* * *
Я всегда был уверен, что я плотник и механик. В возрасте четырнадцати или пятнадцати лет я накупил на свои с трудом заработанные двенадцать долларов - за доставку хлеба мне платили по четыре доллара в неделю - строительных материалов и решил пристроить заднюю веранду к нашему небольшому дому на 3-й улице. За помощью я обратился к одному из своих дядюшек, которые в начале тридцатых годов осели со своими семьями в Бруклине. В те времена район Мидвуда еще не был застроен, и они могли наблюдать, как их дети вышагивают за двенадцать кварталов по заросшему кустарником пустырю в школу. Мои родственники - Менни Ньюмен и Ли Болсем - были коммивояжеры и в отличие от нашей семьи имели каждый столярные инструменты, которыми орудовали по выходным у себя дома. Одолжить молоток, однако, мог только Ли, поскольку к подобной работе не относился серьезно. Менни придерживался иной точки зрения и вообще никому не одалживал своих инструментов. Эта принципиальность нередко приводила к тому, что он мог на глазах отречься от очевидного, вроде лопаты, висевшей за его спиной на стене гаража, где он любил, сидя в нижнем белье, в теплую погоду резаться с соседями в карты.
Ли Болсем, сама доброта, обладал мягким голосом и слабым сердцем, отчего двигался неспешно и осторожно. Мы засели за чертежи. Веранда получилась не сразу, а по окончании строительства стало ясно, что она не стыкуется с домом.

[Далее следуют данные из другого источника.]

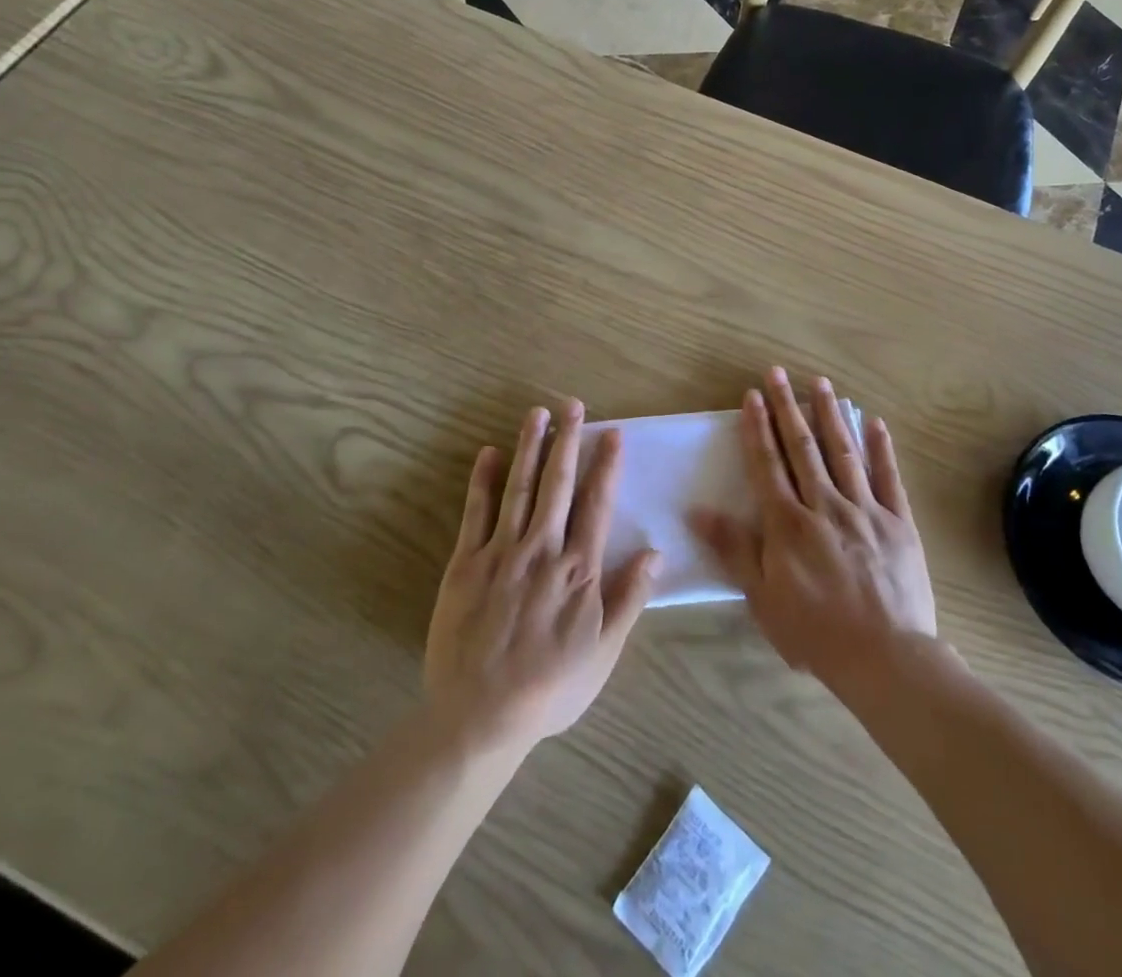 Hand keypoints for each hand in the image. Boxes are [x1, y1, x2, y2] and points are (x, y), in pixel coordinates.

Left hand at [425, 402, 660, 755]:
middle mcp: (542, 549)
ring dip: (529, 447)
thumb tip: (656, 552)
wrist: (480, 716)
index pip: (596, 504)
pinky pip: (475, 513)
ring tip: (537, 413)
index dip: (606, 465)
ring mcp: (501, 553)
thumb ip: (629, 598)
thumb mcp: (604, 651)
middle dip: (567, 440)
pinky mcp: (465, 564)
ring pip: (519, 488)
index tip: (612, 433)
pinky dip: (482, 481)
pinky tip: (489, 453)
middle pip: (558, 484)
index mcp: (578, 569)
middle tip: (572, 404)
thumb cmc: (551, 687)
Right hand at [691, 369, 935, 686]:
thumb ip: (732, 549)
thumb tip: (696, 510)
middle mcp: (825, 505)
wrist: (886, 658)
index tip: (752, 395)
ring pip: (843, 452)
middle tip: (778, 372)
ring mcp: (865, 510)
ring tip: (820, 383)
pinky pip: (888, 478)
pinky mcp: (898, 522)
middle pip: (802, 447)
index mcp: (788, 523)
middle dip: (788, 407)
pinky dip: (881, 449)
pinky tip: (874, 423)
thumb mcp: (762, 597)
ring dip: (830, 415)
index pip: (768, 464)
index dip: (757, 428)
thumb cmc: (815, 631) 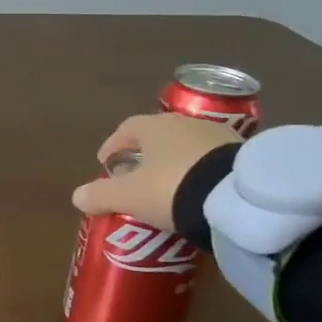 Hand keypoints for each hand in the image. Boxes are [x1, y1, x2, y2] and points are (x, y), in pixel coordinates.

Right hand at [70, 113, 240, 229]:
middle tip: (137, 177)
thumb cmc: (172, 188)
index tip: (106, 163)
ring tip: (171, 187)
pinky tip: (201, 191)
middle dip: (145, 154)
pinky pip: (213, 160)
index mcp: (154, 127)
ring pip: (187, 147)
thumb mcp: (129, 196)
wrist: (239, 198)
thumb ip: (100, 195)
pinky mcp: (244, 154)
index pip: (127, 129)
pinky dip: (202, 172)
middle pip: (159, 136)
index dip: (113, 145)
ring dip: (176, 162)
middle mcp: (185, 123)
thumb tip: (77, 197)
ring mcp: (219, 136) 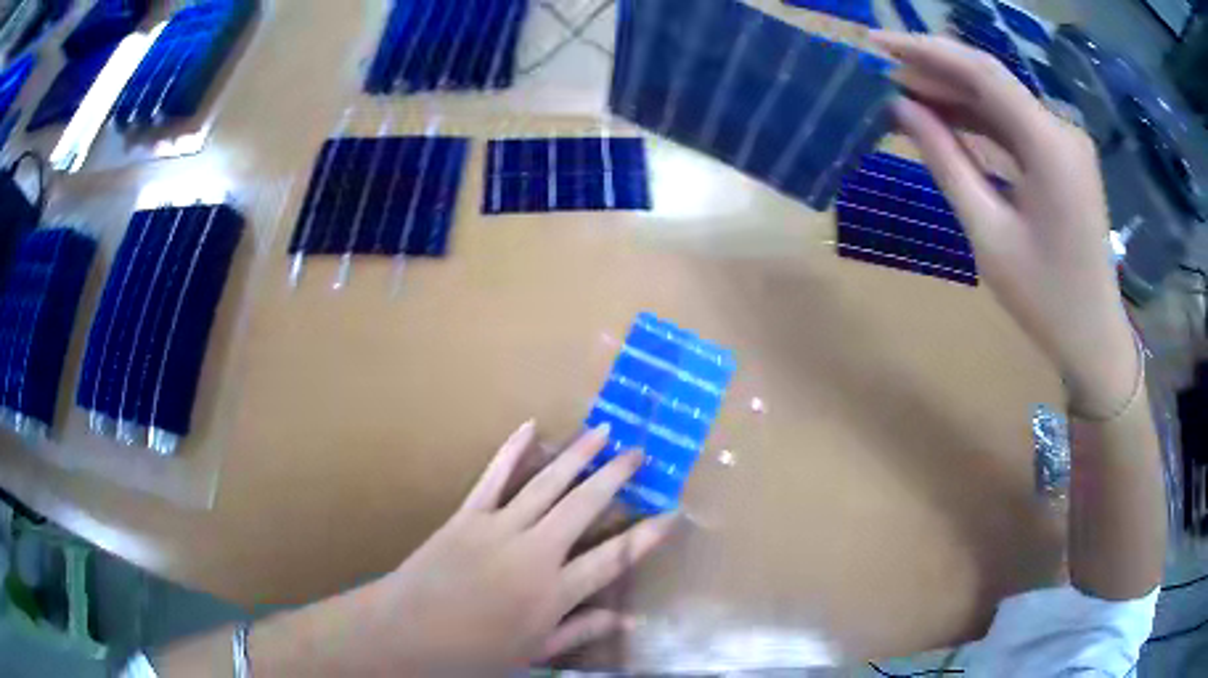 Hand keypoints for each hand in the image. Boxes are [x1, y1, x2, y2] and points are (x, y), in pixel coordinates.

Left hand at [350, 421, 675, 673]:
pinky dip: (512, 450)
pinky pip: (494, 477)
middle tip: (639, 452)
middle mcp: (534, 553)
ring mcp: (498, 528)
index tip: (672, 513)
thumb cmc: (474, 652)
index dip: (647, 536)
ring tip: (603, 432)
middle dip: (616, 477)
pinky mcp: (467, 515)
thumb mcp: (534, 652)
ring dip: (577, 455)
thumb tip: (626, 618)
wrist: (407, 633)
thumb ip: (580, 631)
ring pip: (546, 484)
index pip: (614, 559)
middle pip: (584, 507)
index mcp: (554, 592)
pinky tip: (530, 426)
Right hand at [871, 32, 1137, 416]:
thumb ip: (946, 162)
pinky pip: (1015, 126)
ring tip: (902, 95)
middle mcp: (1061, 129)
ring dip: (954, 95)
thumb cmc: (1044, 299)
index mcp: (1050, 145)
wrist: (1094, 337)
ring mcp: (1065, 141)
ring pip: (1001, 101)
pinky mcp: (1063, 157)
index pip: (982, 72)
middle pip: (991, 80)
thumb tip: (902, 109)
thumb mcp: (989, 233)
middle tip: (881, 71)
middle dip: (935, 70)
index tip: (876, 44)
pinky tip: (945, 120)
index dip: (926, 50)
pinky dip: (979, 120) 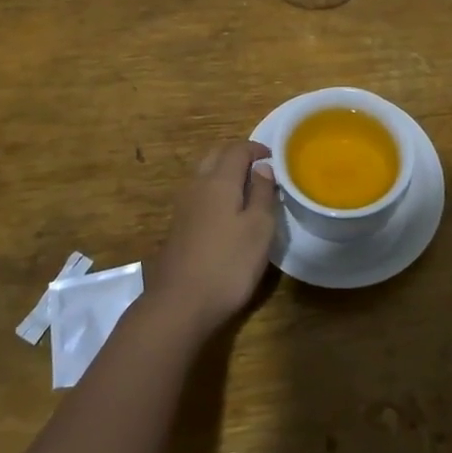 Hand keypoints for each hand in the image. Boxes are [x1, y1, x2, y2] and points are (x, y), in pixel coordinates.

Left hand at [143, 140, 277, 341]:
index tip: (273, 157)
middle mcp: (197, 185)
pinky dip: (214, 191)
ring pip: (204, 174)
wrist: (180, 303)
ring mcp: (183, 205)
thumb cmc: (228, 263)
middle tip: (259, 168)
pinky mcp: (178, 226)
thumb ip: (262, 193)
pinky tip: (226, 212)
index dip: (256, 148)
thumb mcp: (259, 229)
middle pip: (216, 155)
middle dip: (237, 155)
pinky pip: (198, 194)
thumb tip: (262, 167)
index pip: (237, 149)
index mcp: (219, 180)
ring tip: (246, 189)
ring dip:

Тем не менее мое сооружение простояло добрых два десятка лет, дюйм за дюймом медленно сползая в сторону от кухни. В те дни я впервые пережил лихорадку созидания: ложась спать, не мог дождаться утра. Это чувство вновь вернулось ко мне холодным апрельским утром 1948 года, когда я занялся постройкой мастерской рядом со своим первым домом в Коннектикуте, собираясь написать пьесу о коммивояжере. Мысль оставить после себя реальный след на земле никогда не теряла для меня своего очарования. Люди среднего достатка, как правило, пренебрежительно относятся к физическому труду, и мне не очень понятно мое собственное пристрастие к нему, так же как симпатия и уважение к его представителям.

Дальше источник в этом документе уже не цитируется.